The Pacific Counsel’s on International Policy GTMO Task Force offers another suggestion for the incoming administration: speed up the justice process. The task force is concerned that “these chronic delays—the inefficiency, the expense, the uncertainty over something as basic as a trial date—are undermining the legitimacy of the Military Commission process, and beyond that, our nation’s credibility on the world stage.” To justly and visibly expedite future Guantánamo trials for the “bad dudes,” the task force suggests putting federal judges in charge. These judges would have the ability to preside over the trials and participate in the usual pretrial matters remotely by means of secure video link in lieu of making long and costly trips for routine events at the base.

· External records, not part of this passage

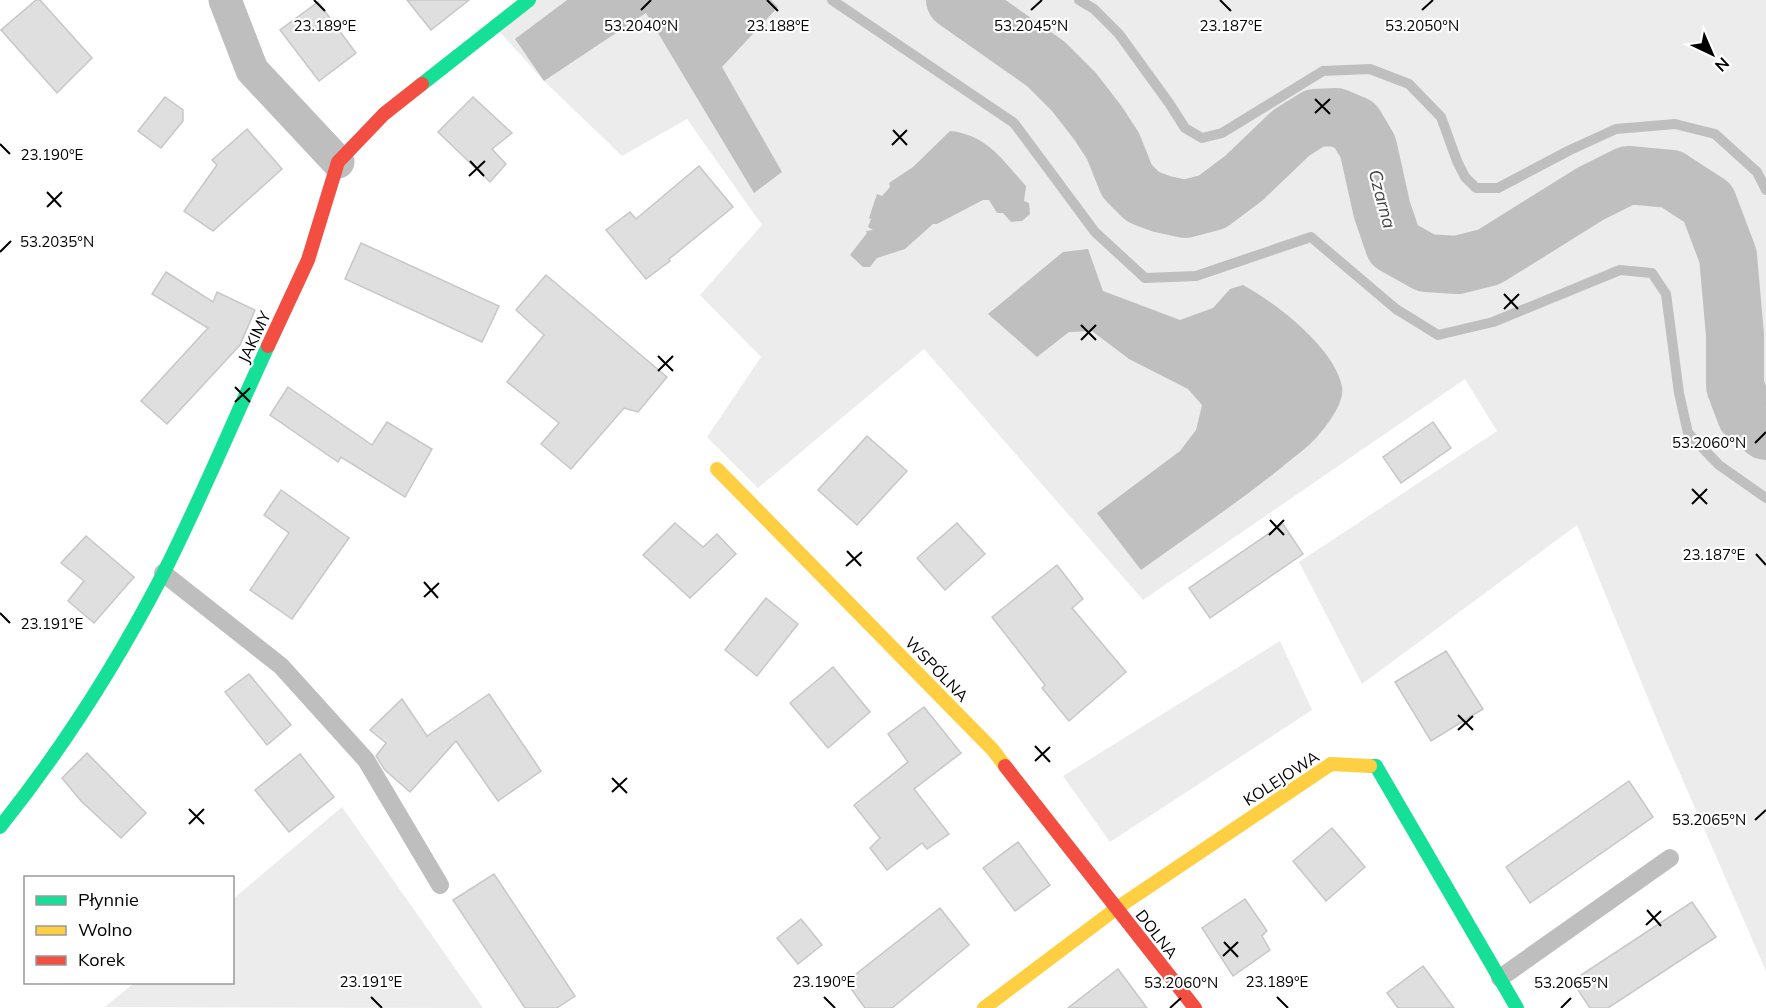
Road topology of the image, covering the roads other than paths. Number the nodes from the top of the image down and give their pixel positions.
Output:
1 (225, 0) edge
2 (529, 0) edge
3 (338, 162) junction
4 (717, 469) dead end
5 (163, 573) junction
6 (0, 827) edge
7 (1670, 858) dead end
8 (440, 885) dead end
9 (1116, 908) junction
10 (1500, 978) junction
11 (984, 1008) edge
12 (1195, 1008) edge
13 (1517, 1008) edge

1 - 3 street
2 - 3 street, JAKIMY
3 - 5 street, JAKIMY
4 - 9 street, WSPÓLNA
5 - 6 street, JAKIMY
5 - 8 lane
7 - 10 lane
9 - 10 street, KOLEJOWA
9 - 11 street, KOLEJOWA
9 - 12 street, DOLNA
10 - 13 street, KOLEJOWA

While far-fetched, Trump’s ambitious goal to “load up” Guantánamo’s facilities with new prisoners, most likely for coercive interrogation, is not out of the question. Currently, the governments of Iraq and Afghanistan can detain and adjudicate people who are arrested on their territories. Should the Trump administration decide to keep U.S. troops in both countries and/or change or otherwise break the detention agreements, the result could generate future terrorist and terror risk as defined under the 2001 AUMF. The possibility of Trump digging up these agreements would most like occur in the case of violence or surges in mismanaging detainees, especially those involved with U.S. attacks or tampering with U.S. interests.
While it has fallen out of the limelight of national news, Guantánamo is a pressing issue that will most likely be transferred over to Trump’s list of to dos. The new administration has a gleaming arsenal of ways to deal with the detention facility at Guantánamo and its inhabitants. Ignoring the issue should not be one of them.